Operasyon gündemi

 

Kuzey Irak'a kara operasyonunun başlaması ile sıklıkla ileri sürüldüğü gibi, sadece türban meselesi gündemden düşmedi. Ayrıca, kimse merak etmesin, keşke gündemden düşse, ama türban kolay kolay gündemden düşmez. Ama, Tuzla tersaneleri rezaleti ve benzerleri kolayca tekrar gündem olmayabilir. Bunlar zaten iş iyice çığrından çıkınca ve türban tartışmasının yedeğinde gündeme gelen konular.

Aziz Çelik, geçen hafta, Radikal'de 'İş cinayetlerinin 60 yıllık bilançosu: 200 bin ölü ve sakat işçi yetmez mi?' başlıklı bir değerlendirme yazısı yazdı. Hemen ekleyelim, bunlar resmi rakamlar, sigortasız, kayıtsız kuyutsuz çalışan bir sürü insan, bunların başına gelen ölümlü ölümsüz bir sürü kaza var. Bunlar rakam olarak değil, inşaattan düşüp sakat kaldıktan sonra sokakta el açan dilenci olarak da karşımıza çıkıyor. Sayıları belli değil, ama halleri ortada. Taşeron sisteminin sonuçları ortada ve fakat bu sistemin girmediği tek alan kalmadı.

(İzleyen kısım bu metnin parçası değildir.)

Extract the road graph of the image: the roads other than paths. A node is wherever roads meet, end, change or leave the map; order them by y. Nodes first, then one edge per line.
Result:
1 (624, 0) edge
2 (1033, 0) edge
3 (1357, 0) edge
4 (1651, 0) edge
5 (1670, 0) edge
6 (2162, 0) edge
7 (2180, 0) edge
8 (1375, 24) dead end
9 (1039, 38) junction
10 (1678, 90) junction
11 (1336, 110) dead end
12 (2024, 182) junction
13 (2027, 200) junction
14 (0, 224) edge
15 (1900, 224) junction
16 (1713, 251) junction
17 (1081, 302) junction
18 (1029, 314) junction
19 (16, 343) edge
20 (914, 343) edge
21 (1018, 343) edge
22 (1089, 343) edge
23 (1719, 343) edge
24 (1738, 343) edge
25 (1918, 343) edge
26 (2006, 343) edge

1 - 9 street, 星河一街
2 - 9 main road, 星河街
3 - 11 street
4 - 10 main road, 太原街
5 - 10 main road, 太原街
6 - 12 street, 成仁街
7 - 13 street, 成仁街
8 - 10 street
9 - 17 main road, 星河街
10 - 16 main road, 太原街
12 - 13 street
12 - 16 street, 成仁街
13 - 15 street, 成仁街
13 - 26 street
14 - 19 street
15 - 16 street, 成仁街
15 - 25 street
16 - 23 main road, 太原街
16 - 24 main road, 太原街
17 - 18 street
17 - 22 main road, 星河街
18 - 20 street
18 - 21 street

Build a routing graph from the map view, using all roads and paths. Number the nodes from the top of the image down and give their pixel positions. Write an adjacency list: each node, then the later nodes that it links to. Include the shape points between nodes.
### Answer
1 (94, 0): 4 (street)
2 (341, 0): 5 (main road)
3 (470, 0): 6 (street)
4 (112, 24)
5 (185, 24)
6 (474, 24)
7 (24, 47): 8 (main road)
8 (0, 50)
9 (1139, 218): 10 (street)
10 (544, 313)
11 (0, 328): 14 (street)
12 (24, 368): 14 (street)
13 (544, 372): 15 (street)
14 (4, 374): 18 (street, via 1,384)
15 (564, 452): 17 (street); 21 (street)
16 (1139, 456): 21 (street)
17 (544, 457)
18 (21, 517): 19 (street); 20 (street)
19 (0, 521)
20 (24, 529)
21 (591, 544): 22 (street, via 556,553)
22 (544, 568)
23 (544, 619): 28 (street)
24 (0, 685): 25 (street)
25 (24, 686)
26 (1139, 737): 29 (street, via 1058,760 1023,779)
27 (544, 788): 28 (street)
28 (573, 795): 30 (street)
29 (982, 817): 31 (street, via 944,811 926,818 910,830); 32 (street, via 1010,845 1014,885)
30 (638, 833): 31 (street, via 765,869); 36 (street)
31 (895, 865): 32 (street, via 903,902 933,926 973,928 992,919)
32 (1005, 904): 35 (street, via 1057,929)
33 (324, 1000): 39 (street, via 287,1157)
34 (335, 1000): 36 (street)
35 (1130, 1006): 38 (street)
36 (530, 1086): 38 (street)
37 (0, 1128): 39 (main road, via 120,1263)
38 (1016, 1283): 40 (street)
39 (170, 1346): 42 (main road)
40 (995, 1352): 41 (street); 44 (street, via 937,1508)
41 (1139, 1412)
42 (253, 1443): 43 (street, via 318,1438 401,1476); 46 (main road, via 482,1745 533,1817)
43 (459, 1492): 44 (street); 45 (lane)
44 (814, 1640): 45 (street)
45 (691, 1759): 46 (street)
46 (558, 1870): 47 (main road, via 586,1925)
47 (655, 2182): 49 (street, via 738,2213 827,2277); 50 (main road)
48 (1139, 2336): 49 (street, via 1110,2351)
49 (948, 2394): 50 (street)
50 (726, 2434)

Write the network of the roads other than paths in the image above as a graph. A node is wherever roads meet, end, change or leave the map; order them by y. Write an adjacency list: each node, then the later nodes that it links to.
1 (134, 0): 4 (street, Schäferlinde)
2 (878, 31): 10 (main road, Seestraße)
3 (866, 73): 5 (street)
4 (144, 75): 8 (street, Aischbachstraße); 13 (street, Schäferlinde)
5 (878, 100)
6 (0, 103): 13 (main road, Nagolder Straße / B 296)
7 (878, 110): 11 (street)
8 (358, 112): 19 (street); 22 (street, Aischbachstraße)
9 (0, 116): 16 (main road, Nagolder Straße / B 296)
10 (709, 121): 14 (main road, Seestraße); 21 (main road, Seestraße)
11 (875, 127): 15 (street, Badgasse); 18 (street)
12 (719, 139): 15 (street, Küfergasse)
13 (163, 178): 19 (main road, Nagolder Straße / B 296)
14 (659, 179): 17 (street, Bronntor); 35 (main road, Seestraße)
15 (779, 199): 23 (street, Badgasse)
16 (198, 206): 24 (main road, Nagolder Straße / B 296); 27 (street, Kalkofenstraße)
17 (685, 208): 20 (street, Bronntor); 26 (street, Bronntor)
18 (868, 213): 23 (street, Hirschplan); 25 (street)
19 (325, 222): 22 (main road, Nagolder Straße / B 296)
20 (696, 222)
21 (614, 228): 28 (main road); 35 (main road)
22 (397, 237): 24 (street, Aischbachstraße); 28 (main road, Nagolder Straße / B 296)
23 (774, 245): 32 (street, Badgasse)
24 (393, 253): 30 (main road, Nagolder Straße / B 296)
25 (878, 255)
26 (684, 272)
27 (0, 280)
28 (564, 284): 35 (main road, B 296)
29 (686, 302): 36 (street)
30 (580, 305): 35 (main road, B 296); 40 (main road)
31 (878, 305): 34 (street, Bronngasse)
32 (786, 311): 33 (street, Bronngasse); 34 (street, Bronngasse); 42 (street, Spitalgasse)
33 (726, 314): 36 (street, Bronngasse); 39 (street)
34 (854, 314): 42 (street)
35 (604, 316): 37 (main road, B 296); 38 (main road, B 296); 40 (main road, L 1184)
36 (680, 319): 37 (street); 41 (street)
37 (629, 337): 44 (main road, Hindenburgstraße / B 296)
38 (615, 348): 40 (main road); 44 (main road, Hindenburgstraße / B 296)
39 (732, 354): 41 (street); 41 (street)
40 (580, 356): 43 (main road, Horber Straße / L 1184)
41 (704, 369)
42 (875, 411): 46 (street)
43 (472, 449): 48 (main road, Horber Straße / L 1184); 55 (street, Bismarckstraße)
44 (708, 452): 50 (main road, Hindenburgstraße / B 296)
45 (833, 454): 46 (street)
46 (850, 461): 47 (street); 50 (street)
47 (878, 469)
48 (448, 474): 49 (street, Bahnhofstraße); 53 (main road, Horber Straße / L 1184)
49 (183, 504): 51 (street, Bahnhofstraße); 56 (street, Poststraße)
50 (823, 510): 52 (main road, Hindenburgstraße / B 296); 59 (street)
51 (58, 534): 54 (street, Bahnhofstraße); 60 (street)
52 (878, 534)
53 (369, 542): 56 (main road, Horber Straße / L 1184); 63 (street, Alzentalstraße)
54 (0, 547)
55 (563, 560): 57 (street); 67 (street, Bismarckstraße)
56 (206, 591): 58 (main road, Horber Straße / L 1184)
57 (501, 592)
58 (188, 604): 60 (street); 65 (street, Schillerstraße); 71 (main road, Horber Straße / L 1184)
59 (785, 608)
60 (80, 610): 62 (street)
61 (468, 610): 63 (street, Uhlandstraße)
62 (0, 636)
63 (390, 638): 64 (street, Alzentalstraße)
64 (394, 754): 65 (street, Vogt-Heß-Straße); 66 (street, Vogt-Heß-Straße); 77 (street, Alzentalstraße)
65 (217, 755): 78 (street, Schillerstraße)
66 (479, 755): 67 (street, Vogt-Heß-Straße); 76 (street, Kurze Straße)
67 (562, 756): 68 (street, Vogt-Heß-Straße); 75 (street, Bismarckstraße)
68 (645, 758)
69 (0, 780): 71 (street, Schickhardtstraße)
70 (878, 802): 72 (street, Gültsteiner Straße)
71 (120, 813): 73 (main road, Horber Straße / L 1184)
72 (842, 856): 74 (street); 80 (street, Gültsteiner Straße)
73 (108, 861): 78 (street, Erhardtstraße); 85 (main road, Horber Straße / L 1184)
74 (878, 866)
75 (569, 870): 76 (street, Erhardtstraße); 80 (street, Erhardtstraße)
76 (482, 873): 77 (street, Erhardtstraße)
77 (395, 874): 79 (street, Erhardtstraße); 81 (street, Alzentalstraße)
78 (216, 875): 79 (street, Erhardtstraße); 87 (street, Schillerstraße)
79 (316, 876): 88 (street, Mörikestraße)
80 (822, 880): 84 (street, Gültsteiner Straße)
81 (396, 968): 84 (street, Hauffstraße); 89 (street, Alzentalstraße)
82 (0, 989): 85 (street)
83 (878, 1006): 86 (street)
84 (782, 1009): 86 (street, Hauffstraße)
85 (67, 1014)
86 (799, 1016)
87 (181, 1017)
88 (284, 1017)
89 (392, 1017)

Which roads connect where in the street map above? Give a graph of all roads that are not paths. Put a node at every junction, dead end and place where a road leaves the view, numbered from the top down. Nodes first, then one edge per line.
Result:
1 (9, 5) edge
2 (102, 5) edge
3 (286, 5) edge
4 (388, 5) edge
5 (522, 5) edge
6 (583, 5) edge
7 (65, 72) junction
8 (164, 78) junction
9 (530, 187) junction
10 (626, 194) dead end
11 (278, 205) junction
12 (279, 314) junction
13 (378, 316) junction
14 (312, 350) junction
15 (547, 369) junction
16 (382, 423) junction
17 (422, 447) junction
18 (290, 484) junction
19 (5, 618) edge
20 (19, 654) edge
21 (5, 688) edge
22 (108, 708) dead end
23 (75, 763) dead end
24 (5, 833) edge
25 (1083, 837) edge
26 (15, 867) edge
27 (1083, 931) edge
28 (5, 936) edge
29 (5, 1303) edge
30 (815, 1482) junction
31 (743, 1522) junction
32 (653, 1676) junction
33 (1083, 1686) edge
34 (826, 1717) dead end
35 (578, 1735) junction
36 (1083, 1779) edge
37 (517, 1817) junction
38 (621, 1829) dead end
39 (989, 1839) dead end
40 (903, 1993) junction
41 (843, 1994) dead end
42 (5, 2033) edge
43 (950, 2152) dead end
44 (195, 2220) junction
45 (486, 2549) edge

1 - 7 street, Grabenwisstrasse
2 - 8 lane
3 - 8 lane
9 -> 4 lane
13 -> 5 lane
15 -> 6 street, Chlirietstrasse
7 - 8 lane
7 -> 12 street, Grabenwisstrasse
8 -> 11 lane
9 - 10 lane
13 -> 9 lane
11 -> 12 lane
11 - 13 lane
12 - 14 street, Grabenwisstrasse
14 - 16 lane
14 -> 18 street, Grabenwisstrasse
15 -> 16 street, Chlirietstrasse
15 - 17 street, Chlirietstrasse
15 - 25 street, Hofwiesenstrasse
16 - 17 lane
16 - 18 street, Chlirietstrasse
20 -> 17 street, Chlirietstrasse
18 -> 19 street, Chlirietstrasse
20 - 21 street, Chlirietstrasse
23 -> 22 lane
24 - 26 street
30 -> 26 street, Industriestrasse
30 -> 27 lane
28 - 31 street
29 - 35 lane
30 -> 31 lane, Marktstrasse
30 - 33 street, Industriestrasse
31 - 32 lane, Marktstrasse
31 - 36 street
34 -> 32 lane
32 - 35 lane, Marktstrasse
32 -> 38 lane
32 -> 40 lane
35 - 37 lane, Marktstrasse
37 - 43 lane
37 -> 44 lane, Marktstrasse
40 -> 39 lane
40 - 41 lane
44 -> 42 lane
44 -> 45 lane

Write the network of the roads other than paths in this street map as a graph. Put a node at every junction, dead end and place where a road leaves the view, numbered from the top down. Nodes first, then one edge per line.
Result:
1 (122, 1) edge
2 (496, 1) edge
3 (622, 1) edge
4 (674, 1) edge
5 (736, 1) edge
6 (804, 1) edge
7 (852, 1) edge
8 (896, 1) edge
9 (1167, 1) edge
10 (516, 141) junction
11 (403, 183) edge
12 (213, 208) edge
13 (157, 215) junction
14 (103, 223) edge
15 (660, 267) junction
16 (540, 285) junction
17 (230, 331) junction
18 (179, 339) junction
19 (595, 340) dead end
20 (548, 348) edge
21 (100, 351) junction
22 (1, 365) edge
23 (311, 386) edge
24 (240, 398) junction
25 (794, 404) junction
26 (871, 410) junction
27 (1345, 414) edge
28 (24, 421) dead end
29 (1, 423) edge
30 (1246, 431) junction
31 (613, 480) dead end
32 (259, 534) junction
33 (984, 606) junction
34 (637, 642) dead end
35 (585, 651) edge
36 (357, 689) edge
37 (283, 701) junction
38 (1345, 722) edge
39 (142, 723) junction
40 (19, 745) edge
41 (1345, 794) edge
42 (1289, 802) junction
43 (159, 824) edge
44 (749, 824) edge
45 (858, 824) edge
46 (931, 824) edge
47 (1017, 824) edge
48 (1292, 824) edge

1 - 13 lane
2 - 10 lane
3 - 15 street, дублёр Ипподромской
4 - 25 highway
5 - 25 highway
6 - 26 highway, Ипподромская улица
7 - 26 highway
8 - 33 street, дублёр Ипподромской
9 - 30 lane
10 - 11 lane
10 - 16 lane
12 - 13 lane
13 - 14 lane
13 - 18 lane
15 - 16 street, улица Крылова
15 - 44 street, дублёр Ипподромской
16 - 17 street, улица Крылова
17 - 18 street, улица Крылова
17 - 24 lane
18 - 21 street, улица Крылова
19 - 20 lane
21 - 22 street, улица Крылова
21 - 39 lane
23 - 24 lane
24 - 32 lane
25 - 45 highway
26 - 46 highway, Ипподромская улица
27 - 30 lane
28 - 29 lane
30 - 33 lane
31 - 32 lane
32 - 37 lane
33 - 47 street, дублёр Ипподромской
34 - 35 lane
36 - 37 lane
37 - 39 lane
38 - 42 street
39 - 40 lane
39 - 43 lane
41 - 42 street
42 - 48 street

Diğer taraftan, TÜSİAD, yine nedense tam türban tartışmasının ortasında 'ekonomi istihdama çare üretmiyor, hükümet bu konulara odaklansın' diye çıkış yaptı. Bu ekonomik modelin istihdam yaratmayacağı ancak mı fark edildi? Bugüne kadar, TÜSİAD istihdam odaklı ekonomi modeli önerdi de, hükümet karşı mı çıktı? Bu hükümetin, bu çevrelerce en beğenilen politikası ekonomi politikası değil miydi? CHP, türban konusundaki itirazını açıktan yapıyor, TÜSİAD ve bazı liberaller ise, güya ekonomi politikalarına itiraz üzerinden, hepsi bu.

Açık konuşalım, büyük iş çevreleri ve liberallerin AKP ile ittifakı, bu istihdam yaratmayan, emekçiyi yoksullaştıran, ezen, sürekli kurban verdiren ekonomik model üzerindendi. AKP'nin muhafazakârlığı ve özellikle türban gibi semboller öne çıkınca, bu ittifak zaman zaman sarsıntı geçiriyor. Olay bu.
Diğer taraftan, halen AKP'ye destek vermeye devam eden ve bunu 'demokratlık' adına yapanların çoğunun, AKP ile ortak zemini de, soldan, sosyal politiklarda titizlenmekten istifa ettikleri noktada oluşmuştur. Onların itirazı da, AKP'nin diğer özgürlük alanlarında, türban kadar titizlenmemesi ve mazallah AB sürecini riske etmesi üzerinedir. Onların da bu rezil ekonomik modele itirazı yoktur. Hak ve özgürlüklerin alanının alabildiğine geniş olmasından bunca bahsetmelerine karşın, nedense o geniş alanda, sosyal hakların, sendika-örgütlenme özgürlüklerinin bahsi, Fener Rum Patrikhanesi'nin ekümenik olma hakkı kadar yer bulamaz. Onlar işçiden emekçiden bir kez bahsetmez, demokratlıklarına halel gelmez. Ama, siz hatırlatırsanız, bir de demokratikleşmeyi öncelememekle suçlanırsınız, neredeyse faşist muamelesi görürüsünüz.

AKP-iş çevreleri-'liberal/demokrat aydın' ittifaklarına toptancı bakmamakta mutlaka fayda var.

Ancak, mevcut çatışmalar ne olursa olsun, bu ittifak çatısının, işçiyi, emekçiyi, işsizi yok sayan bir ekonomik politika ortak zemininde kurulduğunu hatırlamakta da sayısız fayda var. Tabii, benzer bir ortak
zeminin, muhalefet cephesinde, laiklik-milliyetçilik çatısı altında kurulduğunu da unutmayalım.

Bu koşullar altında, kimsenin iş kazasında ölenin, yaralananın, sigortasız çalışanın hakkını, özgürlüğünü savunacağı yok. Emeğin, ezilenin hakkını savunmanın 'siyasi moda'sının geçtiği bir devirde, olan ölene oluyor. Hal böyle iken, Irak'a kara operasyonu, gündemi büsbütün değiştirdi. Böylece, Tuzla'da ölenler, operasyonun ilk şehitleri arasına girdiler.